Exercise directions
Lines of the material that include the word "SkFontStyle" are to be counted; only their number should be given.

Information provided
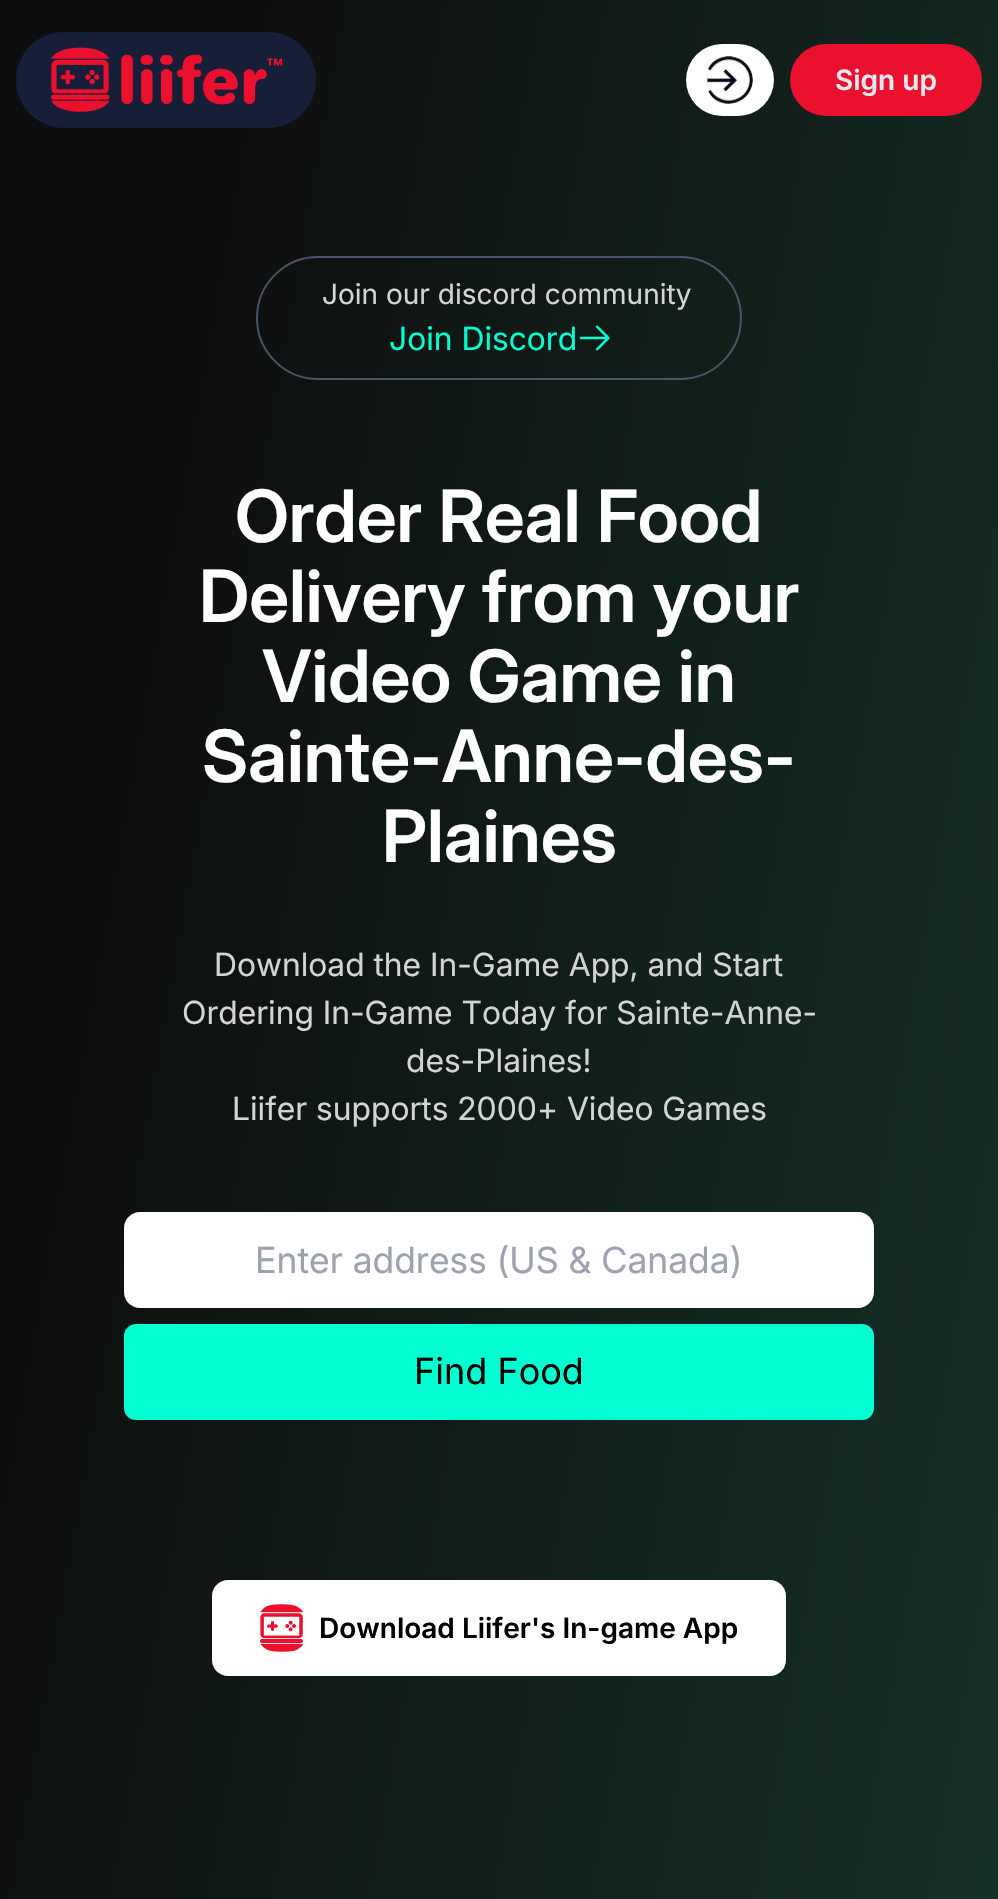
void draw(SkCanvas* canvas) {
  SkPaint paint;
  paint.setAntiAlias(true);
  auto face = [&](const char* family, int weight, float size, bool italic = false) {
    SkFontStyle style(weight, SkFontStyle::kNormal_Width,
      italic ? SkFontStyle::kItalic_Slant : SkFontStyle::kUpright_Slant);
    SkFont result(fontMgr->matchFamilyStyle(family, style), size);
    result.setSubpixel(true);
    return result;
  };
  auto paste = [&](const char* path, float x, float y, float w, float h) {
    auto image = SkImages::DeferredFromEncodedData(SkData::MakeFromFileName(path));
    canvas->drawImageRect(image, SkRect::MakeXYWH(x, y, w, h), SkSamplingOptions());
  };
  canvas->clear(0xffffffff);
  {
    const SkColor colors[] = {0xff0d0d0d, 0xff153028};
    const float stops[] = {0.15f, 1};
    const SkPoint ends[] = {{-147, 836}, {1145, 1064}};
    paint.setShader(SkGradientShader::MakeLinear(ends, colors, stops, 2, SkTileMode::kClamp));
    paint.setAlpha(255);
  }
  canvas->drawRect(SkRect::MakeXYWH(0, 0, 998, 1899), paint);
  paste("img/1.png", 16, 32, 300, 96);
  paste("img/2.png", 686, 44, 88, 72);
  paint.setShader(nullptr);
  paint.setColor(0xffeb112e);
  canvas->drawRoundRect(SkRect::MakeXYWH(790, 44, 192, 72), 36, 36, paint);
  paint.setStroke(true);
  paint.setStrokeWidth(2);
  paint.setColor(0xff475569);
  canvas->drawRoundRect(SkRect::MakeXYWH(257, 257, 484, 122), 61, 61, paint);
  paste("img/3.png", 579, 325, 31, 26);
  paint.setStroke(false);
  paint.setColor(0xffffffff);
  canvas->drawRoundRect(SkRect::MakeXYWH(124, 1212, 750, 96), 16, 16, paint);
  paint.setColor(0xff00ffd1);
  canvas->drawRoundRect(SkRect::MakeXYWH(124, 1324, 750, 96), 12, 12, paint);
  paint.setColor(0xffffffff);
  canvas->drawRoundRect(SkRect::MakeXYWH(212, 1580, 574, 96), 16, 16, paint);
  paste("img/4.png", 260, 1604, 44, 48);
  auto f0 = face("Inter", 600, 28);
  paint.setColor(0xffe2e8f0);
  canvas->drawString("Sign up", 835, 90, f0, paint);
  auto f1 = face("Inter", 400, 28);
  paint.setColor(0xffd4d4d4);
  canvas->drawString("Join our discord community", 322, 304, f1, paint);
  auto f2 = face("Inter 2", 400, 32);
  paint.setColor(0xff00ffd1);
  canvas->drawString("Join Discord", 389, 350, f2, paint);
  auto f3 = face("Inter 2", 600, 72);
  paint.setColor(0xffffffff);
  {
    const struct { const char* s; float x, y; } items[] = {
      {"Order Real Food", 235, 542},
      {"Delivery from your", 199, 622},
      {"Video Game in", 262, 702},
      {"Sainte-Anne-des-", 202, 782},
      {"Plaines", 382, 862},
    };
    for (auto [s, x, y] : items) {
      canvas->drawString(s, x, y, f3, paint);
    }
  }
  paint.setColor(0xffd4d4d4);
  {
    const struct { const char* s; float x, y; } items[] = {
      {"Download the In-Game App, and Start", 214, 976},
      {"Ordering In-Game Today for Sainte-Anne-", 182, 1024},
      {"des-Plaines!", 406, 1072},
      {"Liifer supports 2000+ Video Games", 232, 1120},
    };
    for (auto [s, x, y] : items) {
      canvas->drawString(s, x, y, f2, paint);
    }
  }
  auto f4 = face("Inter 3", 400, 36);
  paint.setColor(0xff9ca3af);
  canvas->drawString("Enter address (US & Canada)", 255, 1273, f4, paint);
  auto f5 = face("Inter", 400, 36);
  paint.setColor(0xff000000);
  canvas->drawString("Find Food", 414, 1384, f5, paint);
  canvas->drawString("Download Liifer's In-game App", 319, 1638, f0, paint);
}
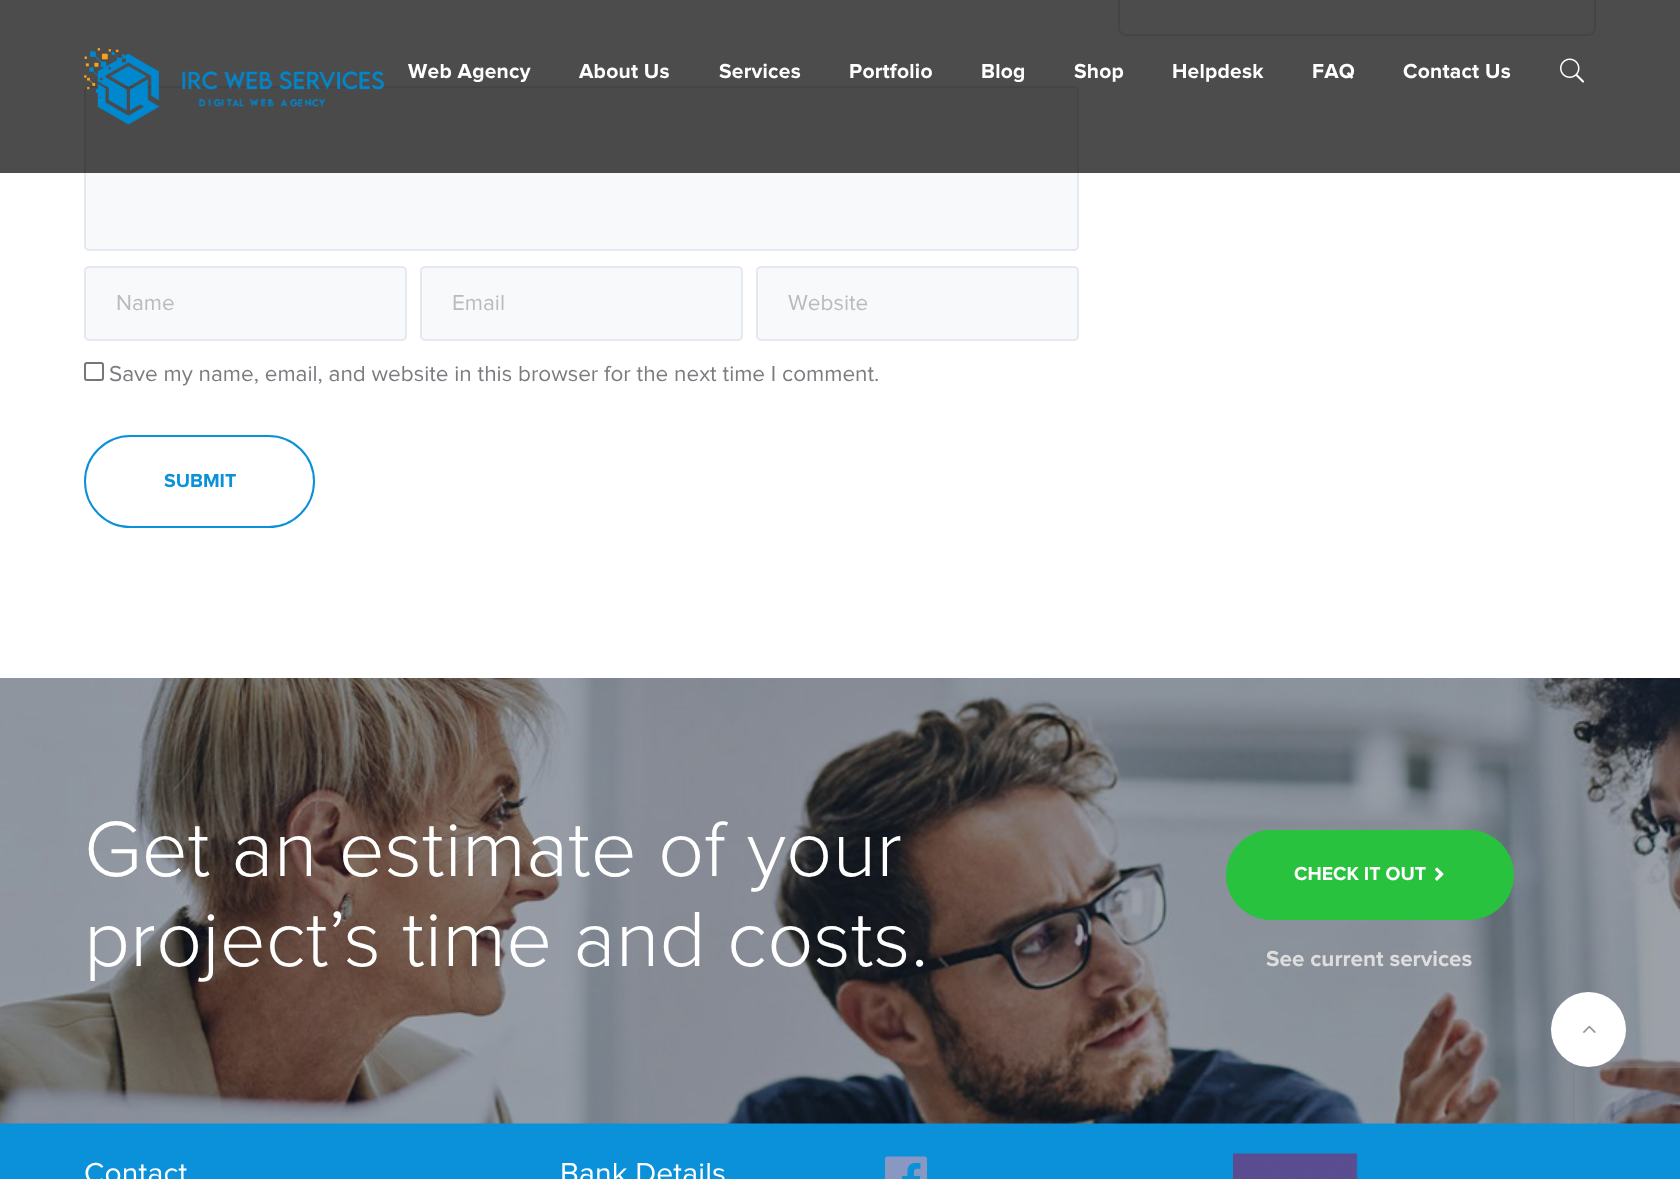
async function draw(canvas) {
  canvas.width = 1680;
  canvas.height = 1179;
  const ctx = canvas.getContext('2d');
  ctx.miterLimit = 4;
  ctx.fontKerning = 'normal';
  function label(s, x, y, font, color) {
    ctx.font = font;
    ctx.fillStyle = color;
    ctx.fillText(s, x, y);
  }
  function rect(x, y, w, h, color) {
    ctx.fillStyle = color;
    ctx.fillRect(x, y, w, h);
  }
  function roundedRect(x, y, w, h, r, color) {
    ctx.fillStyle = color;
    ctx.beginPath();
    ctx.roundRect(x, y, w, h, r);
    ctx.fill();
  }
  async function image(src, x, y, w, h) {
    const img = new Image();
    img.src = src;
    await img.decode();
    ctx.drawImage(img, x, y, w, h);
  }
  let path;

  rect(0, 0, 1680, 1179, '#fff');
  ctx.beginPath();
  ctx.roundRect(1119, -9, 476, 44, 7);
  ctx.strokeStyle = '#e7e7e7';
  ctx.lineWidth = 2;
  ctx.stroke();
  ctx.fillStyle = '#f7f9fb';
  ctx.beginPath();
  ctx.roundRect(85, 87, 993, 163, 4);
  ctx.fill();
  ctx.strokeStyle = '#e5e7f3';
  ctx.stroke();
  rect(0, 0, 1680, 173, '#000000b3');
  await image('assets/img1.png', 84, 48, 300, 77);
  ctx.letterSpacing = '0.25px';
  label('Web Agency', 408, 78, 'bold 21px Proxima Nova', '#fff');
  label('About Us', 579, 78, 'bold 21px Proxima Nova', '#fff');
  label('Services', 719, 78, 'bold 21px Proxima Nova', '#fff');
  label('Portfolio', 849, 78, 'bold 21px Proxima Nova', '#fff');
  label('Blog', 981, 78, 'bold 21px Proxima Nova', '#fff');
  label('Shop', 1074, 78, 'bold 21px Proxima Nova', '#fff');
  label('Helpdesk', 1172, 78, 'bold 21px Proxima Nova', '#fff');
  label('FAQ', 1312, 78, 'bold 21px Proxima Nova', '#fff');
  label('Contact Us', 1403, 78, 'bold 21px Proxima Nova', '#fff');
  await image('assets/img2.png', 1560, 58, 25, 25);
  ctx.fillStyle = '#f7f9fb';
  ctx.beginPath();
  ctx.roundRect(85, 267, 321, 73, 4);
  ctx.fill();
  ctx.stroke();
  ctx.letterSpacing = '0px';
  label('Name', 116, 310, '22.5px Proxima Nova', '#bbb');
  ctx.fillStyle = '#f7f9fb';
  ctx.beginPath();
  ctx.roundRect(421, 267, 321, 73, 4);
  ctx.fill();
  ctx.stroke();
  label('Email', 452, 310, '22.5px Proxima Nova', '#bbb');
  ctx.fillStyle = '#f7f9fb';
  ctx.beginPath();
  ctx.roundRect(757, 267, 321, 73, 4);
  ctx.fill();
  ctx.stroke();
  label('Website', 788, 310, '22.5px Proxima Nova', '#bbb');
  ctx.beginPath();
  ctx.roundRect(85, 363, 18, 17, 2);
  ctx.strokeStyle = '#767676';
  ctx.stroke();
  label('Save my name, email, and website in this browser for the next time I comment.', 109, 381, '22.5px Proxima Nova', '#7a7c7f');
  ctx.beginPath();
  ctx.roundRect(85, 436, 229, 91, 45.5);
  ctx.strokeStyle = '#0b91da';
  ctx.stroke();
  label('SUBMIT', 164, 487, 'bold 19.5px Proxima Nova', '#0b91da');
  rect(0, 1123, 1680, 1, '#0b91da');
  await image('assets/img3.png', 0, 678, 1680, 446);
  ctx.letterSpacing = '0.15px';
  label('Get an estimate of your', 84, 876, '300 81px Proxima Nova', '#fff');
  label('project’s time and costs.', 84, 966, '300 81px Proxima Nova', '#fff');
  roundedRect(1226, 830, 288, 90, 45, '#28c23e');
  ctx.letterSpacing = '0px';
  label('CHECK IT OUT', 1294, 880, 'bold 19.5px Proxima Nova', '#fff');
  await image('assets/img4.png', 1435, 867, 9, 14);
  label('See current services', 1266, 966, 'bold 22.5px Proxima Nova', '#ddd');
  ctx.save();
  path = new Path2D('M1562 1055H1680V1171H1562ZM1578 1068H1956C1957.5 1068 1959 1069.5 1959 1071V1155C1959 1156.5 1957.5 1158 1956 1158H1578C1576.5 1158 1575 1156.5 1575 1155V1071C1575 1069.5 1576.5 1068 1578 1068Z');
  ctx.clip(path, 'evenodd');
  ctx.fillStyle = '#808080';
  ctx.filter = 'blur(4px)';
  ctx.beginPath();
  ctx.roundRect(1575, 1068, 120, 90, 3);
  ctx.fill();
  ctx.filter = 'none';
  ctx.restore();
  rect(0, 1124, 1680, 55, '#0b91da');
  ctx.letterSpacing = '0.15px';
  label('Contact', 84, 1183, '30px Proxima Nova', '#fff');
  label('Bank Details', 560, 1183, '30px Proxima Nova', '#fff');
  await image('assets/img5.png', 885, 1156, 42, 23);
  await image('assets/img6.png', 1233, 1153, 125, 26);
  ctx.beginPath();
  ctx.arc(1588.5, 1029.5, 37.5, 0, 2 * Math.PI);
  ctx.fill();
  await image('assets/img7.png', 1583, 1025, 13, 8);
}

draw(document.querySelector('canvas'));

Exercise result
2